Je crois que dehors c’est le printemps : quand tragédie rime avec espoir

© Chiara Pasqualini

Texte de Concita de Gregorio. Adaptation théâtrale de Gaia Saitta. Mise en scène de Gaita Saitta et Giorgio Barberio Corsetti. Avec Gaia Saitta. Du 9 mai au 12 mai 2023 au Théâtre National.

Perdre un être proche est une épreuve ardue pour la personne qui reste. Perdre un enfant est la douleur même. C’est ce que nous explique Gaia Saitta dans son adaptation théâtrale du texte de Concita de Gregorio, mais c’est surtout ce qu’a vécu Irina, lorsqu’elle a perdu ses deux filles. Et pourtant, ce fait divers terrible ne nous est pas conté comme un drame sans issue, mais comme un tunnel sombre au bout duquel nous est délivré un message d’espoir : Je crois que dehors c’est le printemps.

Nous sommes accueillis dans la salle par Irina (Gaia Saitta), seule en scène… mais pas pour très longtemps. Au fil des entrées, la comédienne invite certains spectateurs à la rejoindre sur scène. Des chaises sont disposées stratégiquement sur les bords du plateau et un décor très sobre nous est présenté : un bac de terre avec une paire de chaussures mystérieuse, un chariot roulant avec divers objets, une caméra sur pied et deux écrans, ainsi qu’une projection du texte en anglais qui réjouira les anglophones amateurs de théâtre. Petit à petit, chaque chose prend vie sous nos yeux et, tout comme les membres du publics sélectionnés, tout comme les diffusions vidéos qui apparaissent de ci de là, elles accompagnent Irina dans son récit. Son récit de vie.
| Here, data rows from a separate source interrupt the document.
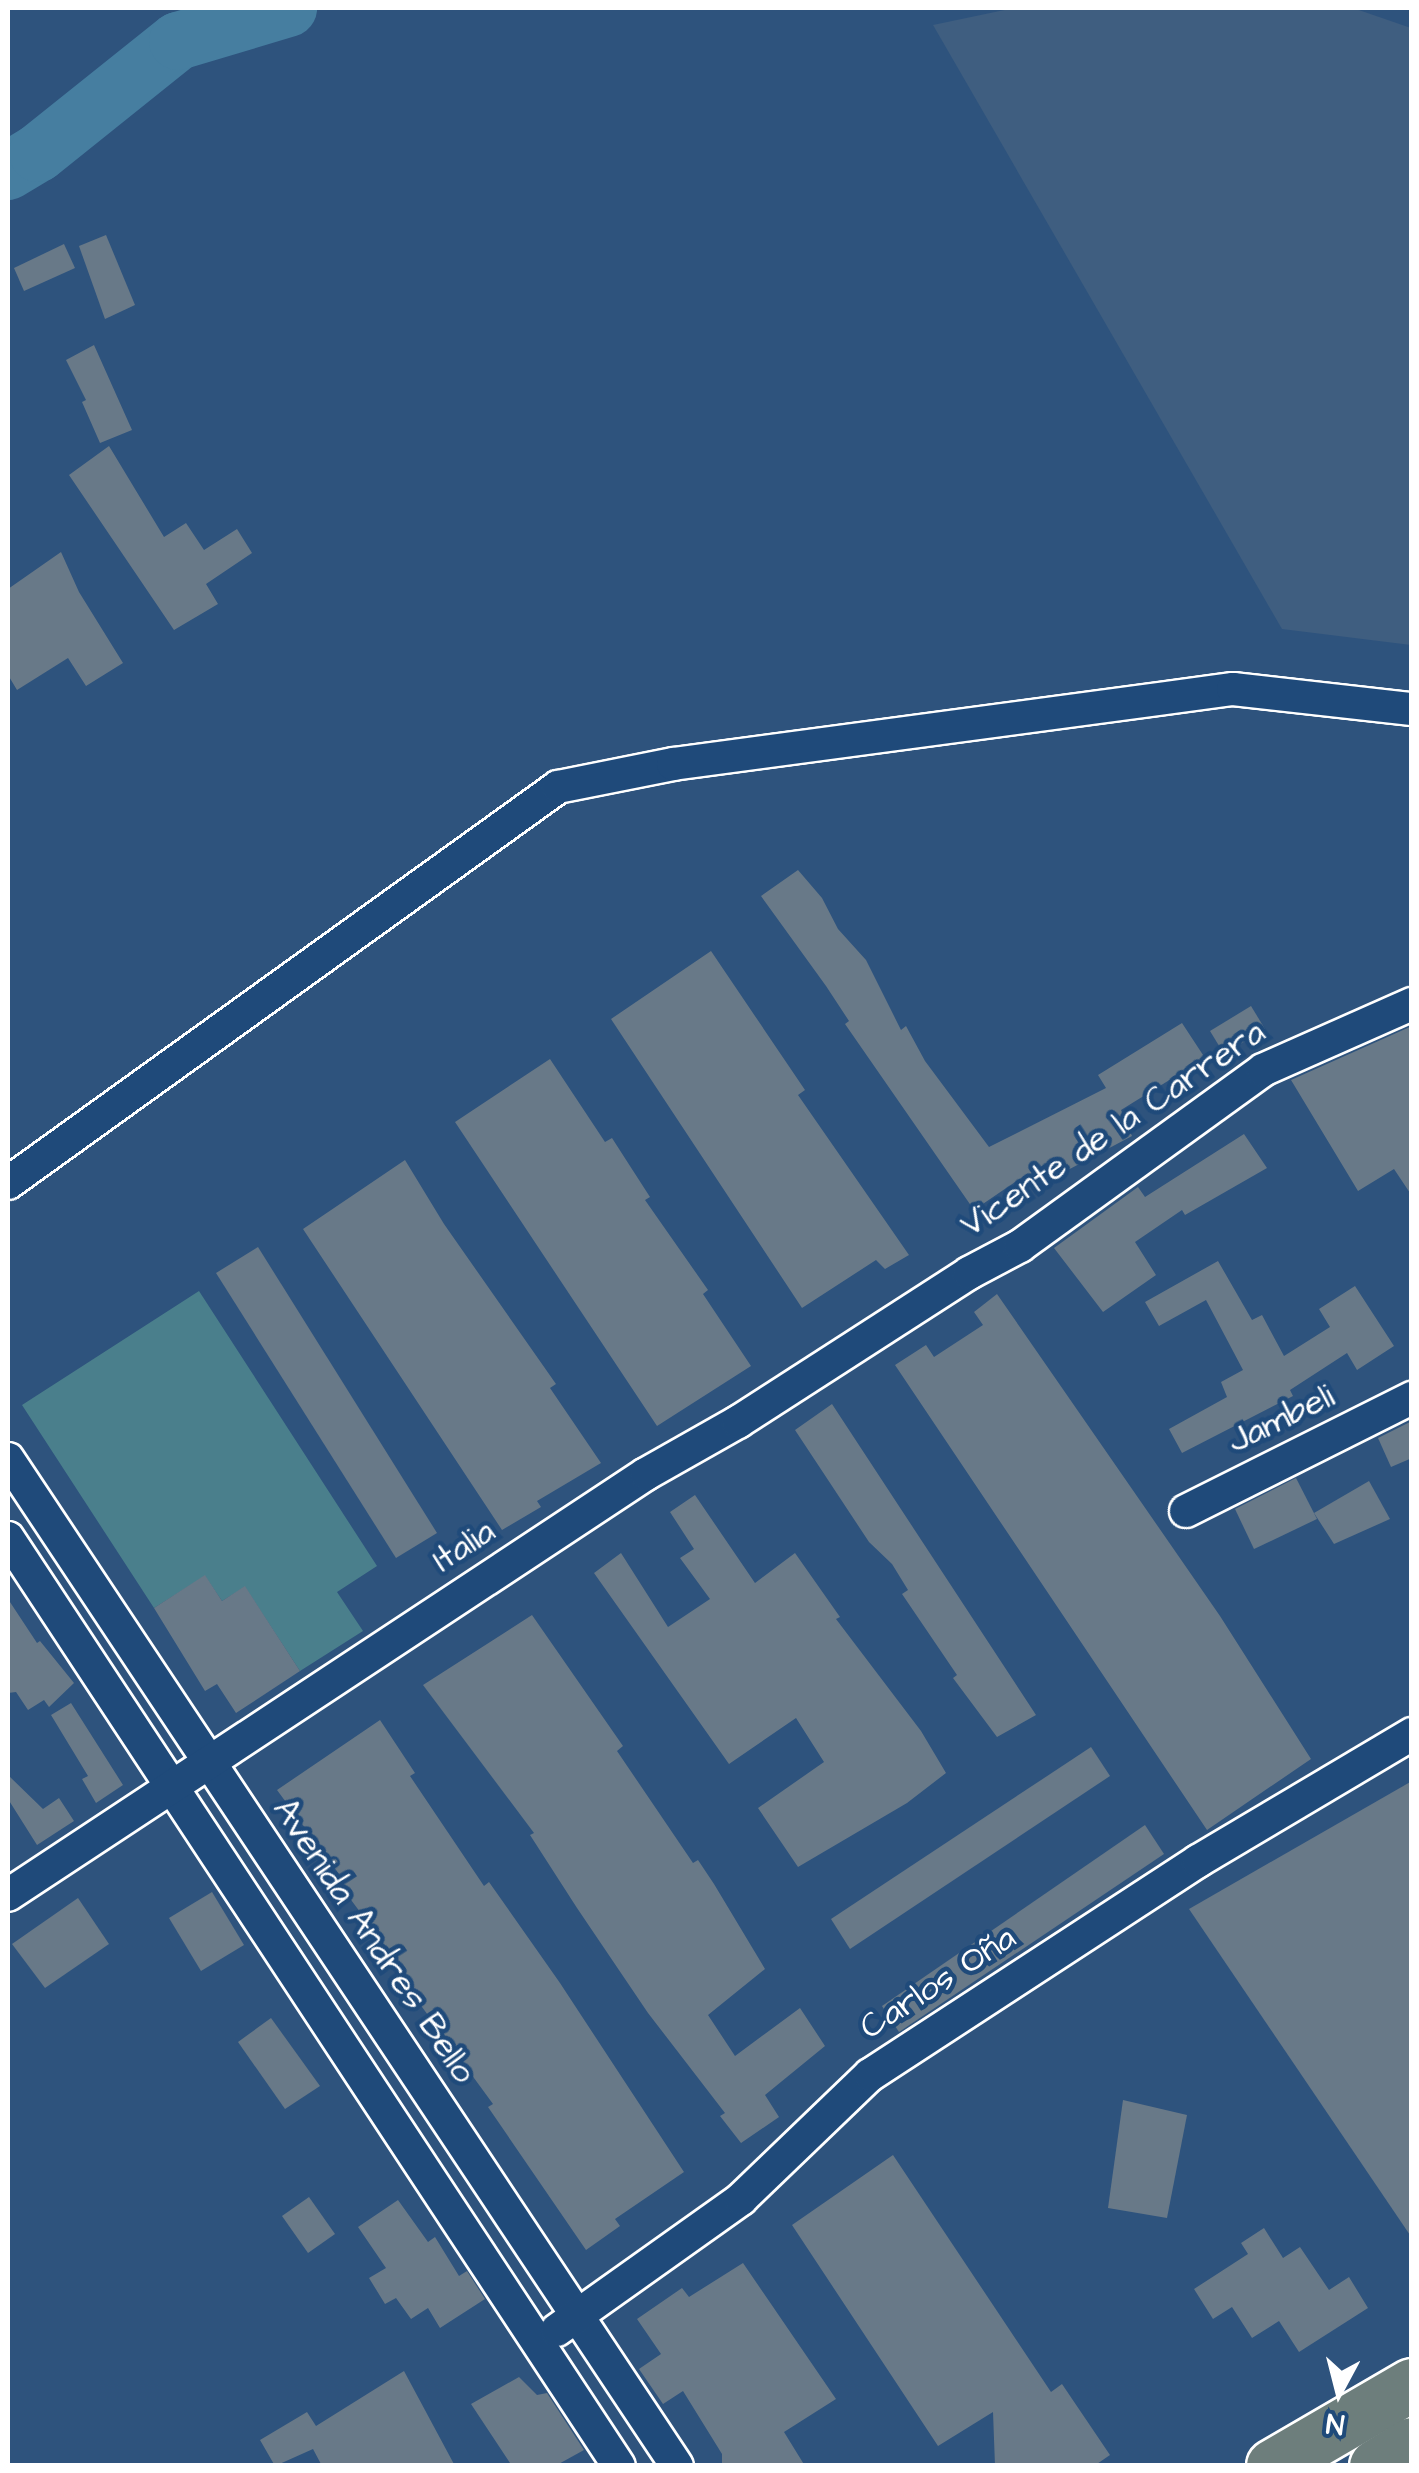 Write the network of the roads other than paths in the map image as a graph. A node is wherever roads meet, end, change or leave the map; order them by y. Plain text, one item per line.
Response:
1 (1412, 709) edge
2 (1412, 1004) edge
3 (8, 1183) edge
4 (970, 1273) joint
5 (1412, 1398) edge
6 (8, 1459) edge
7 (1186, 1510) dead end
8 (8, 1538) edge
9 (1412, 1734) edge
10 (208, 1764) junction
11 (170, 1788) junction
12 (8, 1895) edge
13 (574, 2316) junction
14 (542, 2343) junction
15 (1412, 2385) edge
16 (1412, 2444) edge
17 (619, 2466) edge
18 (676, 2466) edge
19 (1273, 2466) edge
20 (1376, 2466) edge

1 - 3 street
2 - 4 street, Vicente de la Carrera
4 - 10 street, Italia
5 - 7 street, Jambeli
6 - 10 street, Avenida Andres Bello
8 - 11 street
9 - 13 street, Carlos Oña
10 - 11 street, Italia
10 - 13 street, Avenida Andres Bello
11 - 12 street, Italia
11 - 14 street
13 - 14 street, Carlos Oña
13 - 18 street, Avenida Andres Bello
14 - 17 street
15 - 19 main road
16 - 20 main road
L’histoire débute par une présentation de la comédienne et termine de même. Au centre, proche de son public, l’incluant même et allant jusqu’à flouter les limites du quatrième mur, Irina nous raconte et nous montre à la fois. Elle nous raconte son ressenti, son vécu, ses émotions. Et elle nous montre ses rencontres, ses discussions, ses déceptions et ses espoirs… Ces personnes à laquelle elle s’adresse sont incarnées par les membres du public choisis et projetées sur grand écran. Si la ligne directrice de l’histoire est parfois confuse et que nous aurions apprécié davantage de rupture entre ce qui est raconté et ce qui est montré, la symbolique est forte et le message est beau. Gaia Saitta est touchante malgré quelques bafouillages, qu’au vu de son bilinguisme nous pardonnons volontiers, et elle semble parvenir à faire oublier au spectateur auquel elle s’adresse la potentielle gêne d’être diffusé sur grand écran, au point qu’à plusieurs reprises, nous observons des réponses gestuelles à ses propos. Le choix d’inclure le spectateur de cette manière nous semble symboliquement très juste et par ailleurs très simplement mais efficacement mis en scène. Tout comme Irina a rencontré les acteurs de sa vie : sa grand-mère, sa psychologue de couple, la juge ou encore la police… Gaia, quant à elle, va à la rencontre d’acteurs d’un jour.

Si nous éprouvons quelques difficultés à nous connecter à nos propres émotions, Je crois que dehors c’est le printemps demeure une pièce émotionnellement très forte avec une superbe symbolique. Nous en apprécions la poésie. C’est un sujet dramatique et pourtant, il nous donne de l’espoir en nos propres ressources : c’est un appel à la vie et un appel à l’amour.